▶ _Records provided_

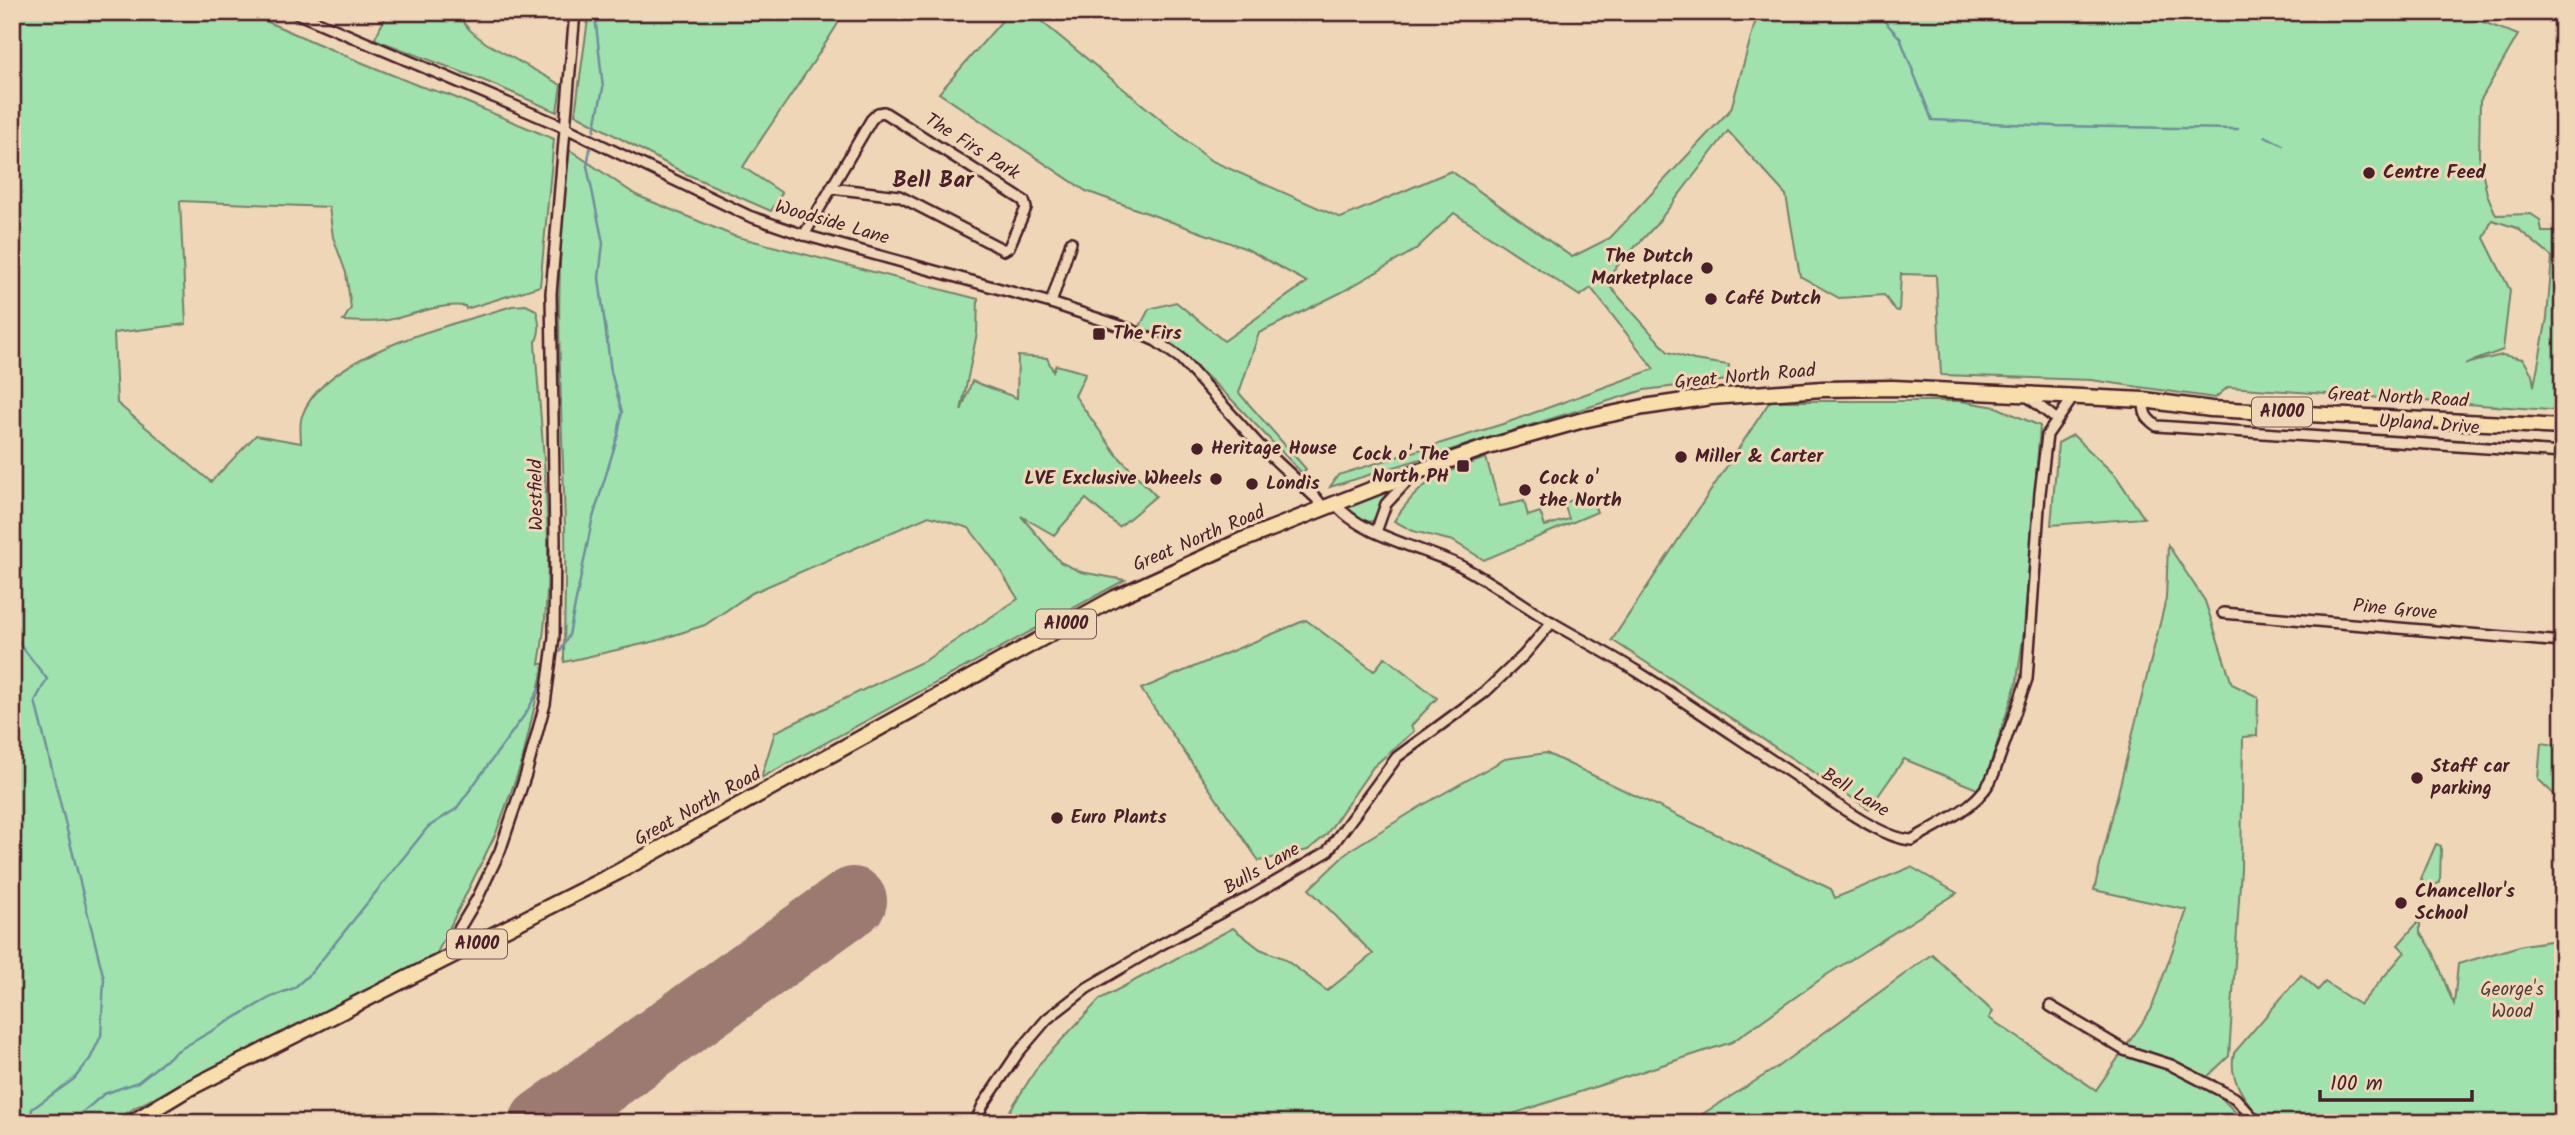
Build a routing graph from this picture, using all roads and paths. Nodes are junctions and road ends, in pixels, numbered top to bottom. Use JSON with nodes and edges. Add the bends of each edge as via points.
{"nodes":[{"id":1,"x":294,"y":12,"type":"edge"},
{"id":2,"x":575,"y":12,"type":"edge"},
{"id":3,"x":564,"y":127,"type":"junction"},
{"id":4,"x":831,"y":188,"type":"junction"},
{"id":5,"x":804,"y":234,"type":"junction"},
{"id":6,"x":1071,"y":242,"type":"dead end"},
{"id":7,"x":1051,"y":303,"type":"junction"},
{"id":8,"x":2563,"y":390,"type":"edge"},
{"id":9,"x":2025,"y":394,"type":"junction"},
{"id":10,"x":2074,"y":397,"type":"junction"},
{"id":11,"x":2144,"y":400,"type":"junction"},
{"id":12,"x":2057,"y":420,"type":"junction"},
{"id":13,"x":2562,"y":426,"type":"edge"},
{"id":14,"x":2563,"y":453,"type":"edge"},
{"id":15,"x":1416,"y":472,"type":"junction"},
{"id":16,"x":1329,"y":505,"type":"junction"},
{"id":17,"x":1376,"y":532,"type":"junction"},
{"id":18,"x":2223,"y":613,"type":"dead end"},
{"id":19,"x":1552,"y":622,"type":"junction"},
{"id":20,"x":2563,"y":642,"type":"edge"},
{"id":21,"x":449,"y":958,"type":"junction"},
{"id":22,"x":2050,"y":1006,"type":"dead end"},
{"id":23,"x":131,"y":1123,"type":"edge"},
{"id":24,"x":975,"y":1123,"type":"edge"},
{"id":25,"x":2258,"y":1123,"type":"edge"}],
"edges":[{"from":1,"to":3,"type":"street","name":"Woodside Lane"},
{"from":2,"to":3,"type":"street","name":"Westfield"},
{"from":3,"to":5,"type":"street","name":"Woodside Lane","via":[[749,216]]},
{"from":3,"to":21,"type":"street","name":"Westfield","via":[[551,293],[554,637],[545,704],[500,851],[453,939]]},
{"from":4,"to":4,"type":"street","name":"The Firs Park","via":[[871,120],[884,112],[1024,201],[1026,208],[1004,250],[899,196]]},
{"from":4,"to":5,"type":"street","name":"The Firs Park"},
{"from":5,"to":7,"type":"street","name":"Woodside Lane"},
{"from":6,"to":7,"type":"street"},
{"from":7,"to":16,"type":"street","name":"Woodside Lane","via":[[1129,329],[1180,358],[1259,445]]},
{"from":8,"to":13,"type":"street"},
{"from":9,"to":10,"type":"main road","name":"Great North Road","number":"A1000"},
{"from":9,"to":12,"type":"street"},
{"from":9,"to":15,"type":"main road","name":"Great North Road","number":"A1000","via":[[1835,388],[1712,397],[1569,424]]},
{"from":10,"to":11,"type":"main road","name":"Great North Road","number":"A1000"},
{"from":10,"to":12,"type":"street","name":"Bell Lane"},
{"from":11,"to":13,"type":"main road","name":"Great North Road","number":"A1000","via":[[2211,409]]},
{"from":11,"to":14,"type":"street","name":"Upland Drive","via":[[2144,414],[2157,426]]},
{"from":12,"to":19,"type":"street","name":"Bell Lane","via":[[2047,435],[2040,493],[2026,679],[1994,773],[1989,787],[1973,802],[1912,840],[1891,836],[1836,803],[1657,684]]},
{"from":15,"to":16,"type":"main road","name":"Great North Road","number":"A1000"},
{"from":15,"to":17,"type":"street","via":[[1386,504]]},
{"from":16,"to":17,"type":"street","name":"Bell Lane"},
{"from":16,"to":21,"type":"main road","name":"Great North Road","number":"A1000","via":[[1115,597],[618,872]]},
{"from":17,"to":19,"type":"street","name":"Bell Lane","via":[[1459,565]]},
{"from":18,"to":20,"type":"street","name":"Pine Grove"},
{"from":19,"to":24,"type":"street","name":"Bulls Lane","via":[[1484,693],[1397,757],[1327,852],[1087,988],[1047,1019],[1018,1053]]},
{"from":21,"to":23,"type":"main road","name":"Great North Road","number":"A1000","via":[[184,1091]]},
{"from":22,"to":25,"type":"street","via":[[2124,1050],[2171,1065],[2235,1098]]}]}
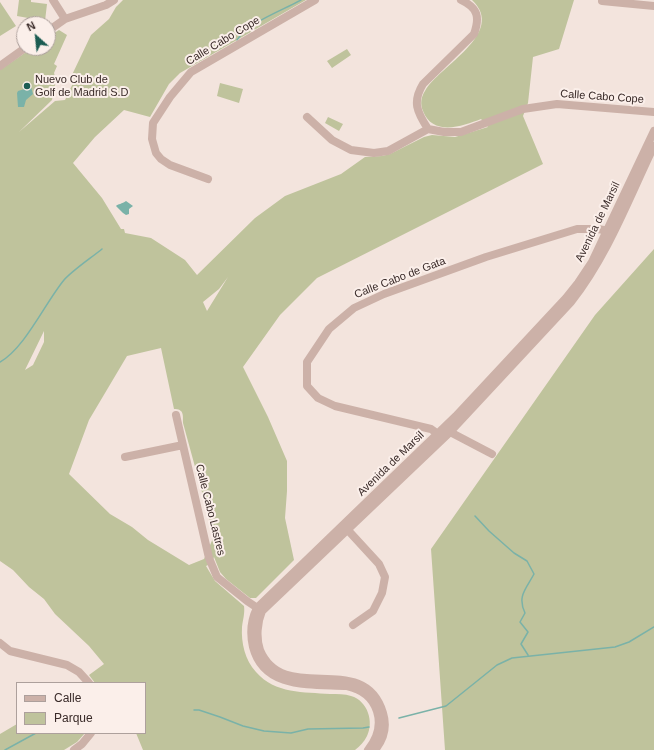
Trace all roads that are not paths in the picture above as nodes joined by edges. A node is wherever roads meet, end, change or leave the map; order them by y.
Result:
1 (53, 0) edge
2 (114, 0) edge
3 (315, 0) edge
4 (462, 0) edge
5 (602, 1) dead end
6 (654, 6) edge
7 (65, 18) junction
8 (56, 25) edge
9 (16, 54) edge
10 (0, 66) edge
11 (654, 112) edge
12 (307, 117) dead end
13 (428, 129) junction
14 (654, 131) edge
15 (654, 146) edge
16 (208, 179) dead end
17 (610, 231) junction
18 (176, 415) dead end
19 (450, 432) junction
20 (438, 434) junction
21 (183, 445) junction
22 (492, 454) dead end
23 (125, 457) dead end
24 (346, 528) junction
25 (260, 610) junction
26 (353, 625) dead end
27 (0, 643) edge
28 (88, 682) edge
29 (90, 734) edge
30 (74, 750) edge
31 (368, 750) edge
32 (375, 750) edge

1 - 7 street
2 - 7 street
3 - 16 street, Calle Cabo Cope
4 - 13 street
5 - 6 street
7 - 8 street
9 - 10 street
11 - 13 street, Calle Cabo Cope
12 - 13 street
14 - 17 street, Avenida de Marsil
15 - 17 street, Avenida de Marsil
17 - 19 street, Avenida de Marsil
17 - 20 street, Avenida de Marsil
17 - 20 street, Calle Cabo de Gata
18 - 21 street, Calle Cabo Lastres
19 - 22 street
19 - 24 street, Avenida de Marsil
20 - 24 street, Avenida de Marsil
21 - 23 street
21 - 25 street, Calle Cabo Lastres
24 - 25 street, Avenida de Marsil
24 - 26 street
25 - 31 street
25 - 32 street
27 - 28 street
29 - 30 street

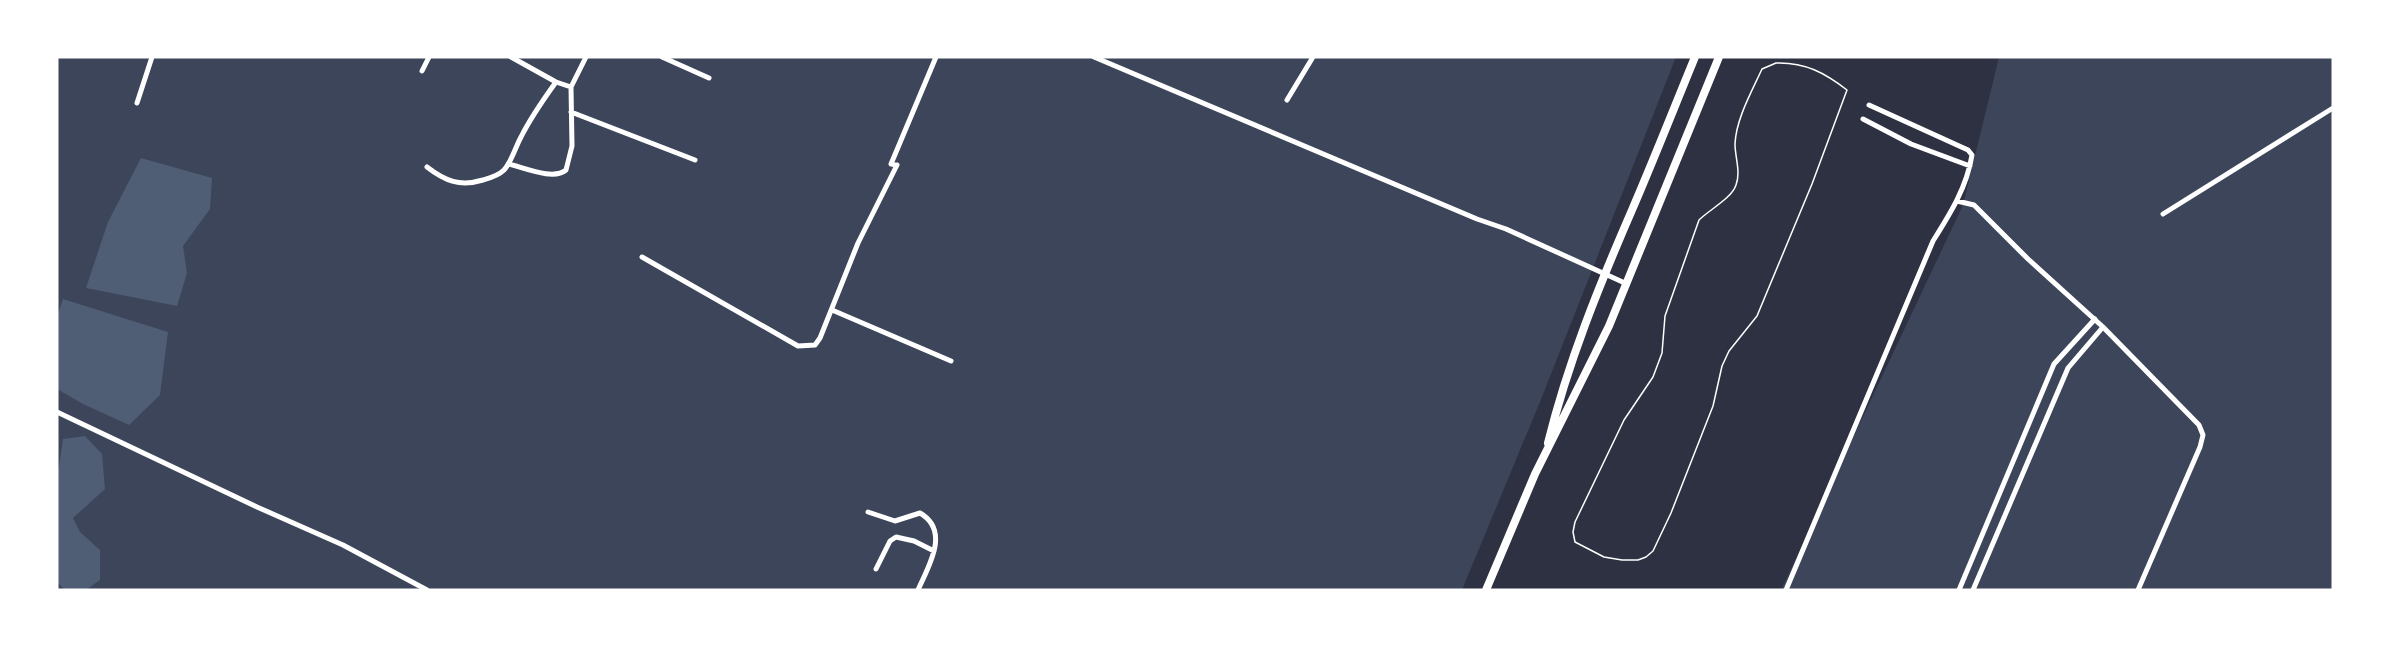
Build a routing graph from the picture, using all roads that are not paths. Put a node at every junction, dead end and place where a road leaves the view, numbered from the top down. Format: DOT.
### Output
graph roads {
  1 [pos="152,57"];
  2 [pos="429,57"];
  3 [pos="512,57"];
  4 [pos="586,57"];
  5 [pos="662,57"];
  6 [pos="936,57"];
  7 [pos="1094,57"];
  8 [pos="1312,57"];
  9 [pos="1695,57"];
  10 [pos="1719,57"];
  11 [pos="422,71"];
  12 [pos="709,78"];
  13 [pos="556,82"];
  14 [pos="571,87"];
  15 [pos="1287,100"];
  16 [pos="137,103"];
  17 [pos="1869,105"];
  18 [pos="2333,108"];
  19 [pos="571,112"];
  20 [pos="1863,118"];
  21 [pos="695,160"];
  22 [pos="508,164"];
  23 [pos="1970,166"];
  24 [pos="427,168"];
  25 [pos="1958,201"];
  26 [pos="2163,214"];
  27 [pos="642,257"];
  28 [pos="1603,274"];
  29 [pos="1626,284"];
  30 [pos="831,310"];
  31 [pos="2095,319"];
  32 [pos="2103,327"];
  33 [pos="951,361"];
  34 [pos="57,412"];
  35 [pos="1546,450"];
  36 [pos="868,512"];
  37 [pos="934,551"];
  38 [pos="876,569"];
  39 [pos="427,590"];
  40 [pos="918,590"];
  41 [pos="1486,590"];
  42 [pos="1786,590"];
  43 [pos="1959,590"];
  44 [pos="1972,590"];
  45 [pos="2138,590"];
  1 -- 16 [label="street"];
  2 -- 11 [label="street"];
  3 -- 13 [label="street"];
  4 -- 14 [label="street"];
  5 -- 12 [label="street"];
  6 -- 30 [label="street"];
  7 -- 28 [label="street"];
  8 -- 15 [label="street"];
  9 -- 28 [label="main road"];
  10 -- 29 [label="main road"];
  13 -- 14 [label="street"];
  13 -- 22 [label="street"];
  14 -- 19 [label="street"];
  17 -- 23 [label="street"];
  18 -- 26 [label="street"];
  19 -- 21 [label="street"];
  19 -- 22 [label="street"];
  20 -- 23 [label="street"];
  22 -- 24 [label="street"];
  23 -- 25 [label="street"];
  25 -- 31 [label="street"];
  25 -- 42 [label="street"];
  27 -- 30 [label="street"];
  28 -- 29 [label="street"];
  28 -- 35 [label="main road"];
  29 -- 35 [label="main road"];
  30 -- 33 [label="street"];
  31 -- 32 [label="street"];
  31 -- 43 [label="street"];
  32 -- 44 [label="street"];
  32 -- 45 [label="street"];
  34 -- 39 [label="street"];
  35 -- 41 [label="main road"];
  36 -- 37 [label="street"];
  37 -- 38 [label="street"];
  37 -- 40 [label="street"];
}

▶ _What is needed_
How many of the lines above include the string "Avenida"? Reply with the number by itself.

▶ _Response_
7